### Dataset entries
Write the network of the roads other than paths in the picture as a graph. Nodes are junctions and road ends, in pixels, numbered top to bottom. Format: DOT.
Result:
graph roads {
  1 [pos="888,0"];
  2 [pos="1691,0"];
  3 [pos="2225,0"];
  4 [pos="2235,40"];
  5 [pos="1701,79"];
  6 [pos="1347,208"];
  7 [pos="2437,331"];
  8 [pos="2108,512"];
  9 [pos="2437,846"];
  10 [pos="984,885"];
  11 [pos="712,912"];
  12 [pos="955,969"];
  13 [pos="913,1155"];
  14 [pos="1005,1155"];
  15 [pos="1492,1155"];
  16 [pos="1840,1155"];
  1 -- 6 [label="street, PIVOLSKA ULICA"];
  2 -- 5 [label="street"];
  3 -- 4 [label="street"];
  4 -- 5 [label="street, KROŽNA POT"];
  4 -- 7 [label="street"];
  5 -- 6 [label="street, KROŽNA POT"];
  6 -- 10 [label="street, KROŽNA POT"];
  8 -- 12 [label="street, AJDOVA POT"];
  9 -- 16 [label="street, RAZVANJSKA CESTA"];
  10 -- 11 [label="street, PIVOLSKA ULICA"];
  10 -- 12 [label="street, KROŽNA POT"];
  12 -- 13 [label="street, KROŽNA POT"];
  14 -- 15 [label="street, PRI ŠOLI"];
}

### What the task requires
Word for word, copy every entry.

### Solution for this task
Write the network of the roads other than paths in the picture as a graph. Nodes are junctions and road ends, in pixels, numbered top to bottom. Format: DOT.
Result:
graph roads {
  1 [pos="888,0"];
  2 [pos="1691,0"];
  3 [pos="2225,0"];
  4 [pos="2235,40"];
  5 [pos="1701,79"];
  6 [pos="1347,208"];
  7 [pos="2437,331"];
  8 [pos="2108,512"];
  9 [pos="2437,846"];
  10 [pos="984,885"];
  11 [pos="712,912"];
  12 [pos="955,969"];
  13 [pos="913,1155"];
  14 [pos="1005,1155"];
  15 [pos="1492,1155"];
  16 [pos="1840,1155"];
  1 -- 6 [label="street, PIVOLSKA ULICA"];
  2 -- 5 [label="street"];
  3 -- 4 [label="street"];
  4 -- 5 [label="street, KROŽNA POT"];
  4 -- 7 [label="street"];
  5 -- 6 [label="street, KROŽNA POT"];
  6 -- 10 [label="street, KROŽNA POT"];
  8 -- 12 [label="street, AJDOVA POT"];
  9 -- 16 [label="street, RAZVANJSKA CESTA"];
  10 -- 11 [label="street, PIVOLSKA ULICA"];
  10 -- 12 [label="street, KROŽNA POT"];
  12 -- 13 [label="street, KROŽNA POT"];
  14 -- 15 [label="street, PRI ŠOLI"];
}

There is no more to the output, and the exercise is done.